Lea & Sandeman Italian Tasting

The start of the year are busy tasting months in the wine trade – it seems like there is one every day at times and some of them featuring so many wines that it can be quite overwhelming – especially for the palate! How perfect it was to attend the Italian Tasting of Lea & Sandeman in London recently. The location was the Getty Images Gallery, whose walls were filled with quirky photos.

Not only was it the excellent quality across the board of the wines, but the well-chosen small selection of producers that had been invited, gave them chance to really discuss their wines with visitors.

If you have not yet discovered Lea & Sandeman, they are one of London’s leading Independent Wine Merchants with four Branches in Chelsea, Kensington, Barnes and Chiswick – then you have a treat in store! Their advertising motto is “Most Original Wine Merchants” and that is certainly apt.

Lots of people getting into wine feel unsure about buying wine in an independent rather than simply picking it up anonymously from a supermarket. Reasons range from “Feeling embarrassed about not knowing enough” (if you know at least one wine you like – that will give their friendly staff somewhere to start suggesting other interesting wines in that style)  Or “It will be much more expensive” ( Not True. Lea & Sandeman had Five Wow Factor Wines Under £10 in Victoria Moore’s article in the Daily Telegraph in February 2017).

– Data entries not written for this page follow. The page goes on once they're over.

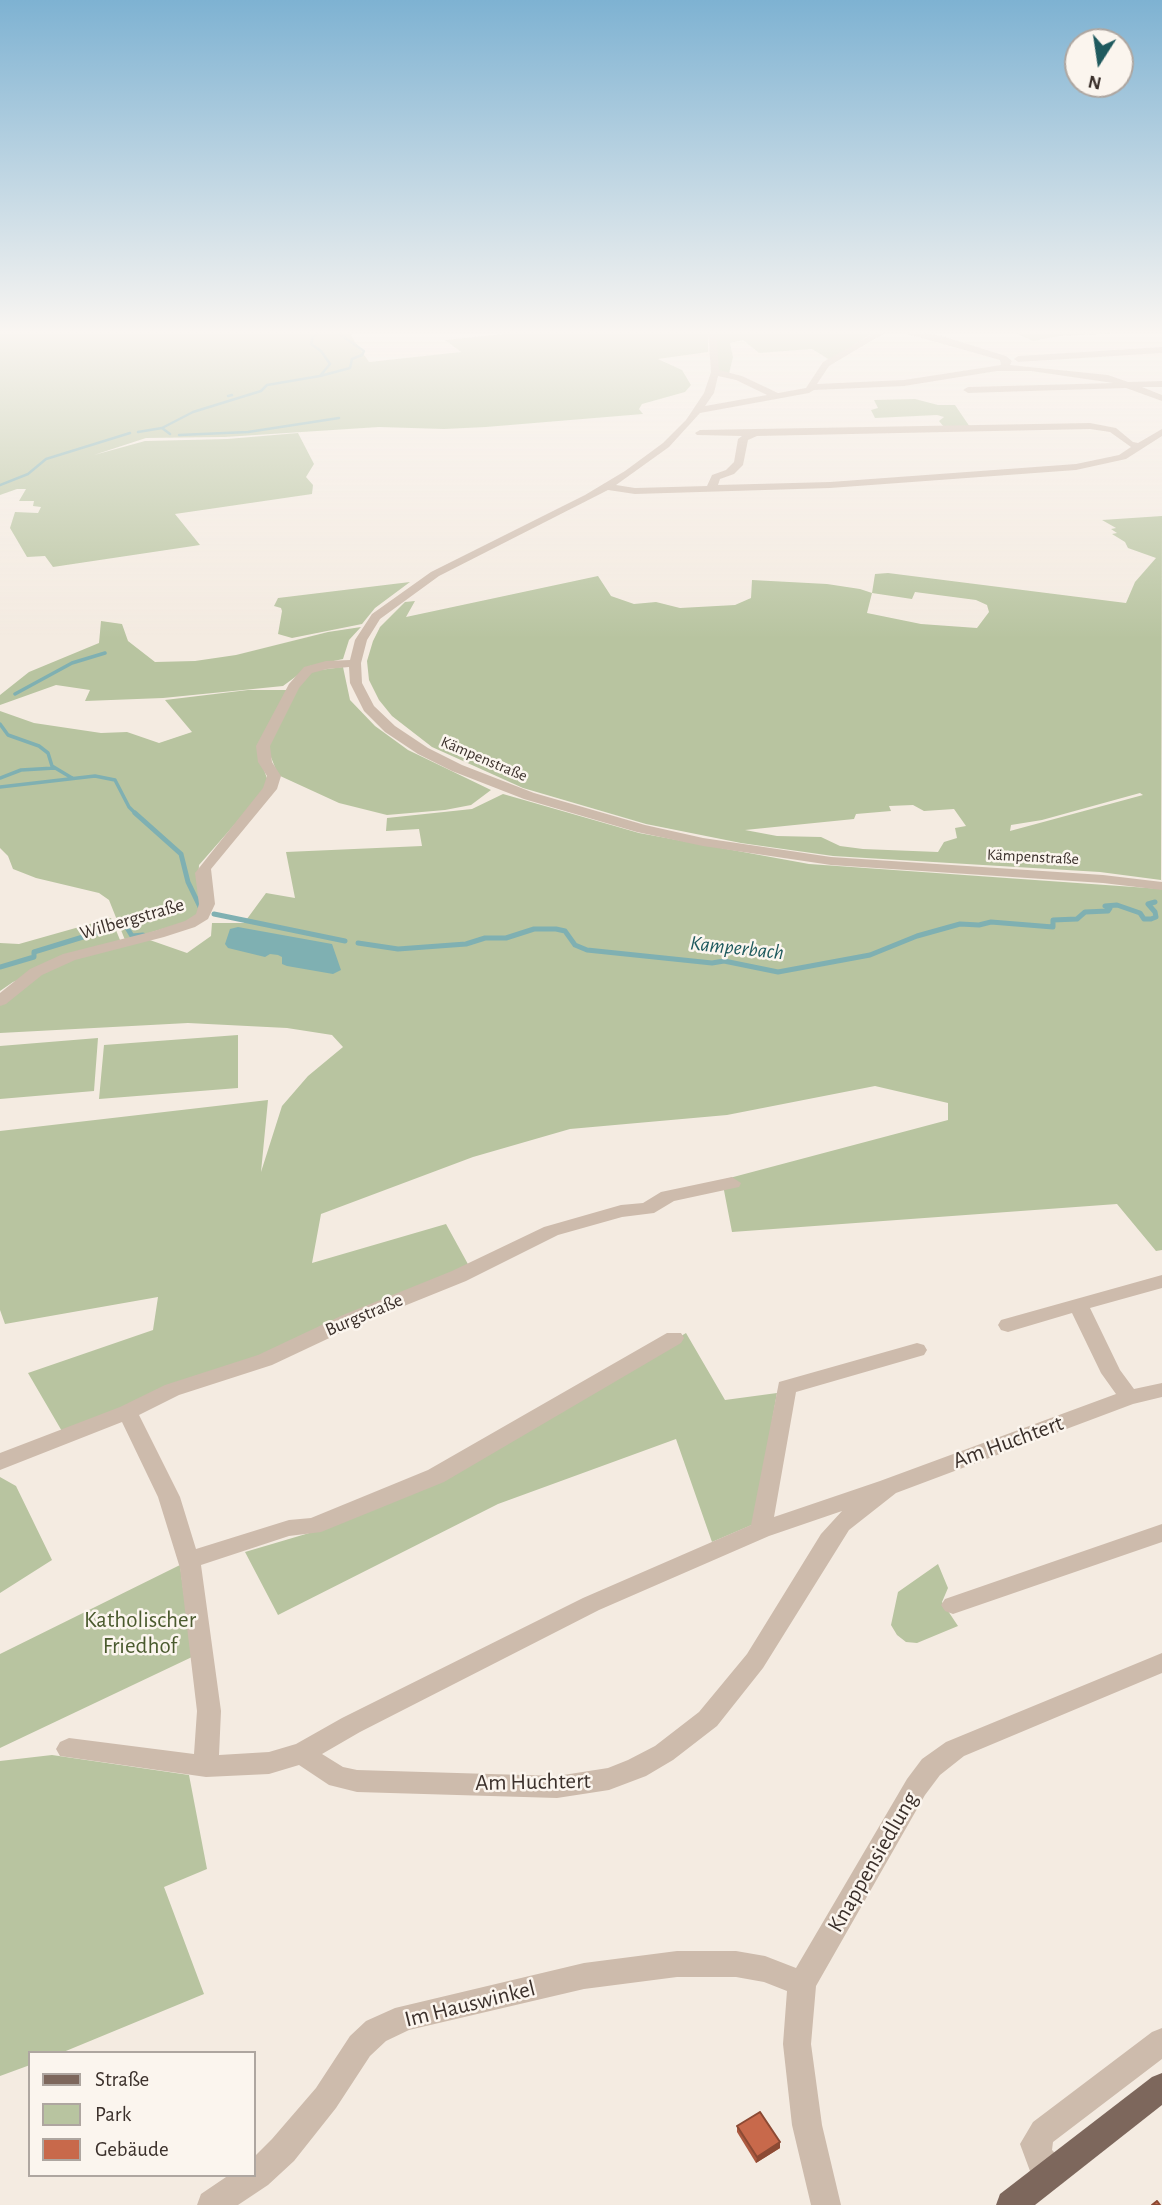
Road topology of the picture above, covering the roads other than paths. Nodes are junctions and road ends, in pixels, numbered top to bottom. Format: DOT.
graph roads {
  1 [pos="676,434"];
  2 [pos="753,434"];
  3 [pos="1115,434"];
  4 [pos="1159,434"];
  5 [pos="1141,446"];
  6 [pos="607,487"];
  7 [pos="711,489"];
  8 [pos="355,663"];
  9 [pos="1162,886"];
  10 [pos="0,1000"];
  11 [pos="732,1183"];
  12 [pos="1162,1281"];
  13 [pos="1078,1305"];
  14 [pos="1008,1325"];
  15 [pos="674,1338"];
  16 [pos="917,1350"];
  17 [pos="1162,1390"];
  18 [pos="1129,1398"];
  19 [pos="127,1412"];
  20 [pos="0,1462"];
  21 [pos="888,1487"];
  22 [pos="761,1530"];
  23 [pos="1162,1533"];
  24 [pos="188,1560"];
  25 [pos="953,1605"];
  26 [pos="1162,1662"];
  27 [pos="68,1749"];
  28 [pos="303,1753"];
  29 [pos="206,1766"];
  30 [pos="802,1984"];
  31 [pos="1162,2042"];
  32 [pos="1162,2087"];
  33 [pos="1052,2172"];
  34 [pos="256,2175"];
  35 [pos="253,2177"];
  36 [pos="212,2205"];
  37 [pos="826,2205"];
  38 [pos="1011,2205"];
  1 -- 6 [label="street"];
  2 -- 7 [label="street"];
  3 -- 5 [label="street"];
  4 -- 5 [label="street"];
  5 -- 7 [label="street"];
  6 -- 7 [label="street"];
  6 -- 8 [label="street"];
  8 -- 9 [label="street, Kämpenstraße"];
  8 -- 10 [label="street, Wilbergstraße"];
  11 -- 19 [label="street, Burgstraße"];
  12 -- 13 [label="street"];
  13 -- 14 [label="street"];
  13 -- 18 [label="street"];
  15 -- 24 [label="street"];
  16 -- 22 [label="street"];
  17 -- 18 [label="street, Am Huchtert"];
  18 -- 21 [label="street, Am Huchtert"];
  19 -- 20 [label="street, Burgstraße"];
  19 -- 24 [label="street"];
  21 -- 22 [label="street, Am Huchtert"];
  21 -- 28 [label="street, Am Huchtert"];
  22 -- 28 [label="street, Am Huchtert"];
  23 -- 25 [label="street"];
  24 -- 29 [label="street"];
  26 -- 30 [label="street, Knappensiedlung"];
  27 -- 29 [label="street, Am Huchtert"];
  28 -- 29 [label="street, Am Huchtert"];
  30 -- 34 [label="street, Im Hauswinkel"];
  30 -- 37 [label="street, Knappensiedlung"];
  31 -- 33 [label="street"];
  32 -- 33 [label="main road"];
  33 -- 38 [label="main road"];
  35 -- 36 [label="street, Im Hauswinkel"];
}
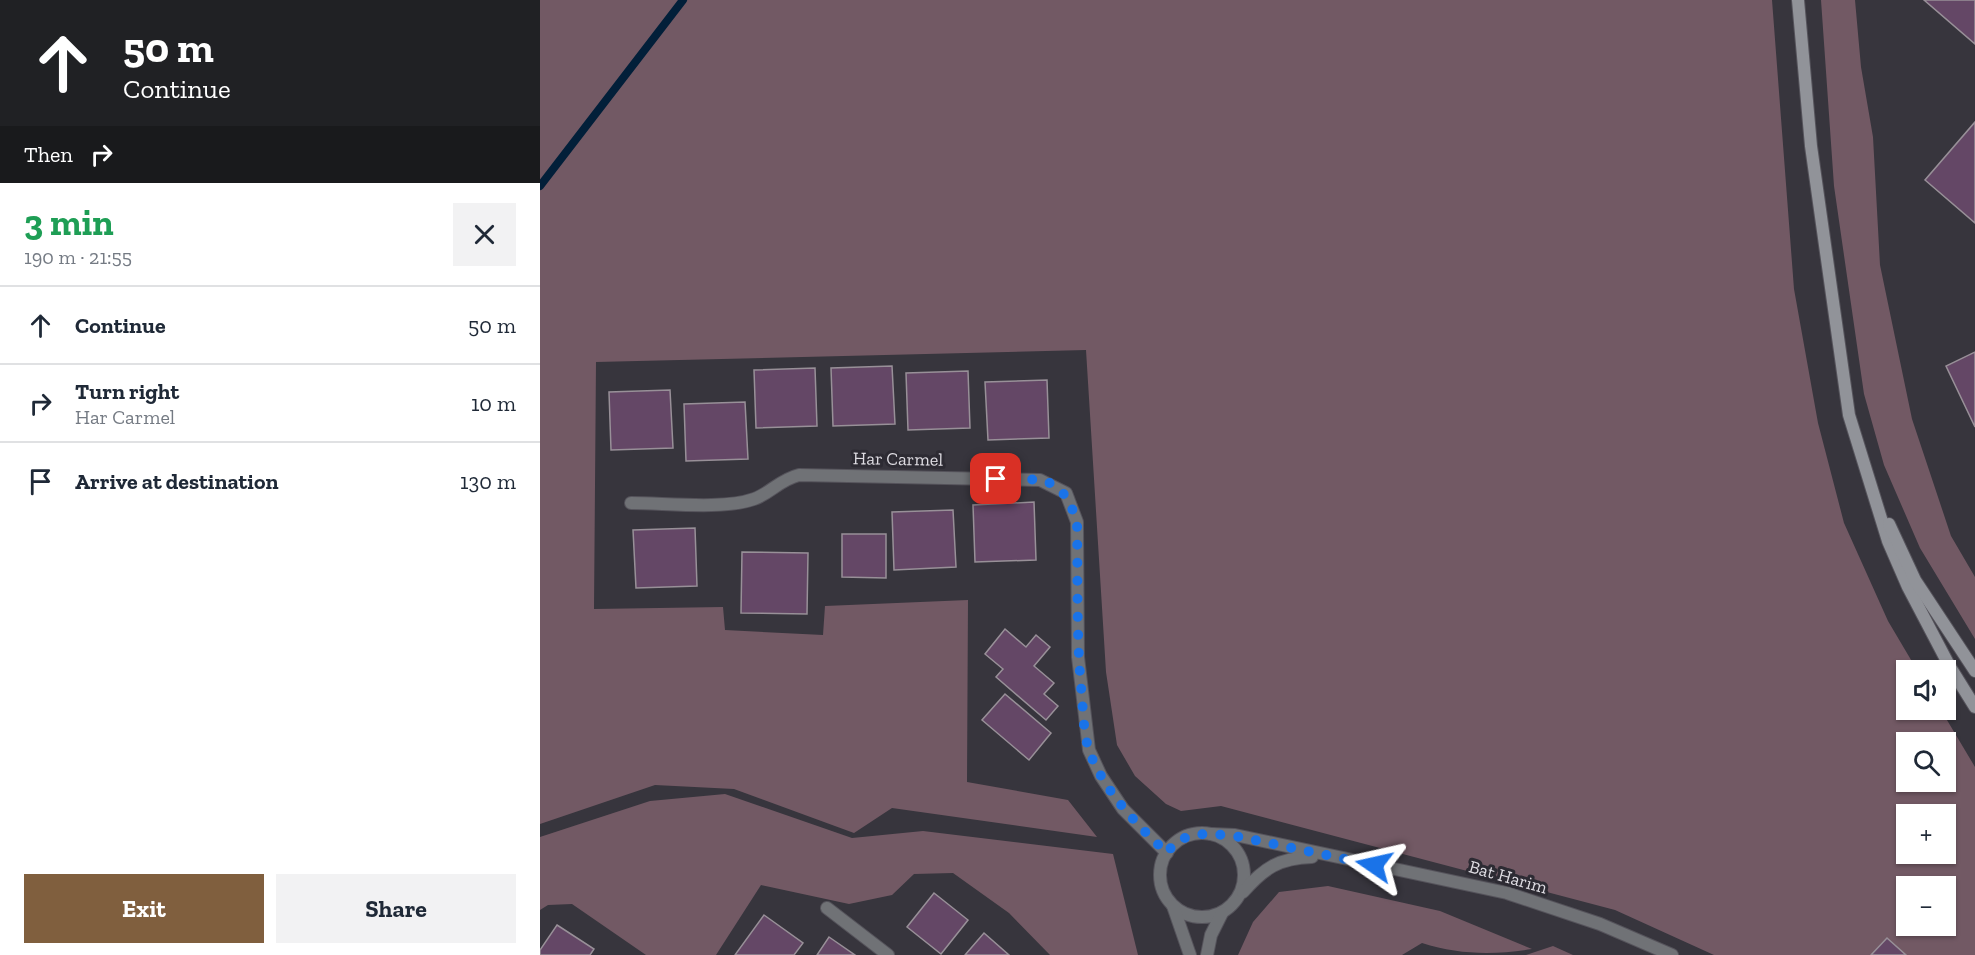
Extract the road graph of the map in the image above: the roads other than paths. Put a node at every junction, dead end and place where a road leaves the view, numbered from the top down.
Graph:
1 (1798, 0) edge
2 (1859, 451) junction
3 (632, 503) dead end
4 (1975, 671) edge
5 (1975, 707) edge
6 (1211, 834) junction
7 (1167, 853) junction
8 (1328, 856) junction
9 (1240, 895) junction
10 (1173, 906) junction
11 (827, 908) dead end
12 (1222, 913) junction
13 (888, 955) edge
14 (1190, 955) edge
15 (1207, 955) edge
16 (1672, 955) edge

1 - 2 main road
2 - 4 main road
2 - 5 main road
3 - 7 street, Har Carmel
6 - 7 street
6 - 8 street, Bat Harim
6 - 9 street
7 - 10 street
8 - 9 street, Bat Harim
8 - 16 street, Bat Harim
9 - 12 street
10 - 12 street
10 - 14 street
11 - 13 street
12 - 15 street

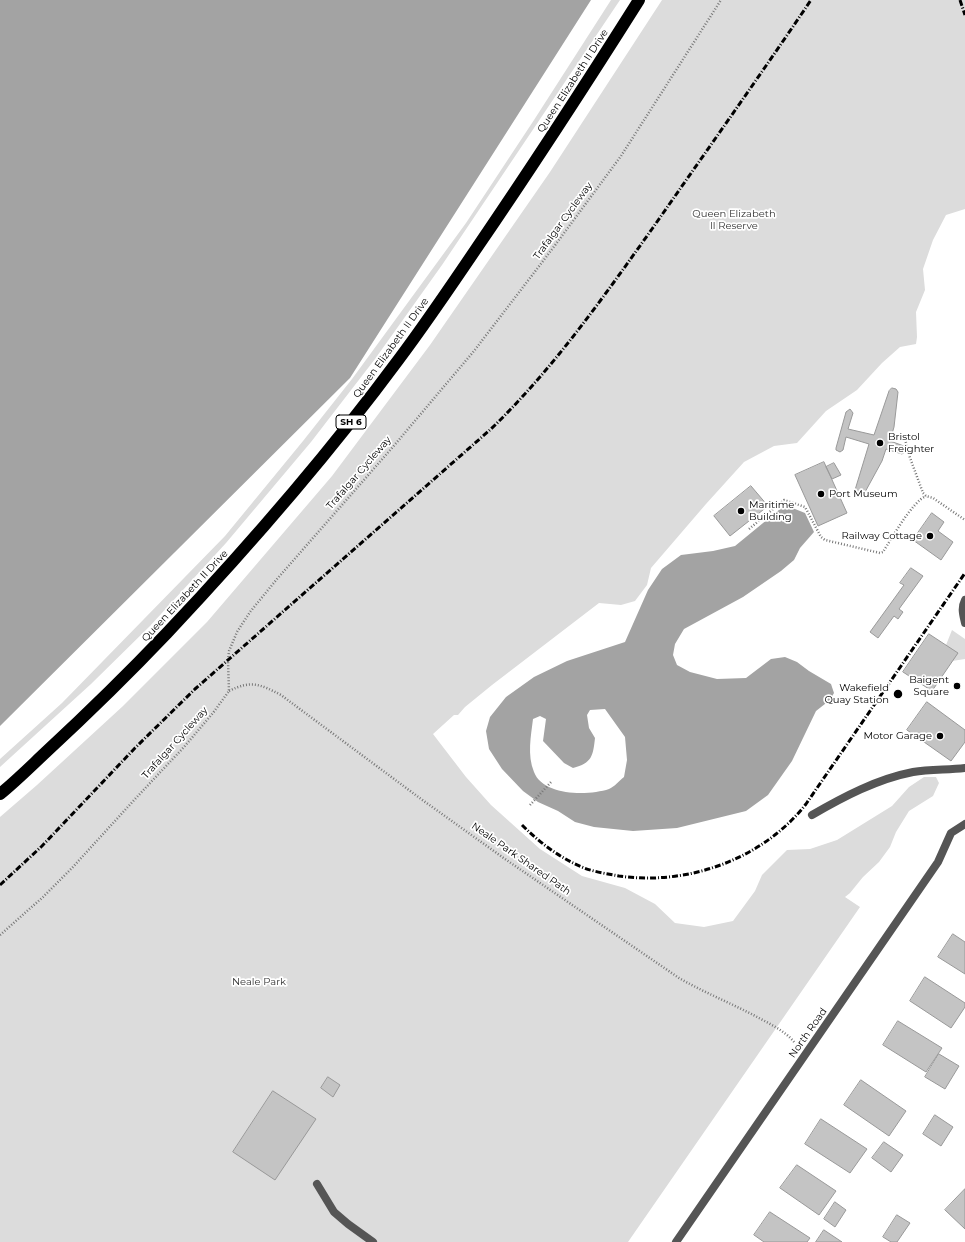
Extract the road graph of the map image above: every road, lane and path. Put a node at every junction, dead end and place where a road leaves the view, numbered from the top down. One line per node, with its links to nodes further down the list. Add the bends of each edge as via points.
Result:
1 (639, 0): 12 (highway, Queen Elizabeth II Drive / SH 6, via 556,130 452,283 400,358 348,426 239,557 180,620 83,718)
2 (721, 0): 9 (path, Trafalgar Cycleway, via 621,156 474,351 250,612 229,651)
3 (905, 439): 4 (path)
4 (926, 496): 5 (path); 6 (path, via 912,510 880,553 821,537 805,506 784,500)
5 (965, 520)
6 (749, 528)
7 (965, 600): 8 (street, via 962,605)
8 (965, 623)
9 (229, 691): 16 (path, Trafalgar Cycleway, via 201,729 72,868); 17 (path, Neale Park Shared Path, via 240,686 256,684 281,695 421,799 581,911 697,989 776,1027 789,1036)
10 (965, 768): 14 (street, via 915,772 893,777 855,792)
11 (552, 781): 13 (path)
12 (0, 794)
13 (530, 805)
14 (812, 815)
15 (965, 824): 17 (street, North Road, via 951,833 938,862)
16 (0, 935)
17 (805, 1054): 20 (street, North Road)
18 (317, 1184): 19 (street, via 334,1212)
19 (373, 1242)
20 (676, 1242)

So if you want to explore excellent value wines, unusual grape varieties or treat yourself to one of their selection of Fine Wines – get yourself along to one of their branches to find a wealth of interesting wines!

The Italian Tasting kicked off with some sparkling from Corteaura, a producer in Franciacorta in Northern Italy, (think Milan and along the map a bit towards Lake Iseo!), whose Pas Dosé Brut (with no dosage) was exactly the thing to invigorate the palate. Their Saten Vintage 2010 with extra time in bottle gave a full smoothness combined with a lovely apply finish.

Skipping to the other side of Italy, in Friuli Venezia Giulia, the wines of biodynamically certified Az Ag Visintini were a delight. The Ribolla Gialla 2015 with its slight spritz, good freshness and green apples would be an ideal apero. The Friulano (local variety used to be called Tocai until the Hungarians got defensive and had that banned) was a good example of the variety with its slight bitter almond nose. It needs time in bottle to really express itself, drink too young and will seem a little flat – so good to taste the 2014 vintage which showed also the complexity due to lees contact.  The star of their wines was the Pinot Grigio 2015 – do not fall over in shock – I am not talking about the anodyne examples that flood the UK market, but real proper Pinot Grigio! It is “Ramato” so a gorgeous coppery pink tone that comes from the skins of the grape – and was bright and minerally in the mouth.

Continuing my geographical flit around Italy, the next wines were Luigi Maffini from Campania in the South. He hails from the beautiful unspoilt area of Cilento, and his cellars are not far from the ruins of the ancient Greek City of Paestum. I’ve followed his wines almost since their first vintage, and it has been great to see them develop into really exciting wines from local varieties of Fiano for the whites and Aglianico for the reds. The two Fiano’s appear almost to be different grape varieties, they were so different in the glass – the 2016 Kratos still so young was delicate pear drops and flowers, whereas the 2014 Pietracatenata was creamy, honeyed, rich, slightly spicy – a wonderfully balanced wine and would pair excellently with tuna tartare that I enjoyed last time I stayed in the Cilento (which incidentally is where Ancel Keys, who “discovered” the Mediterranean Diet based his research).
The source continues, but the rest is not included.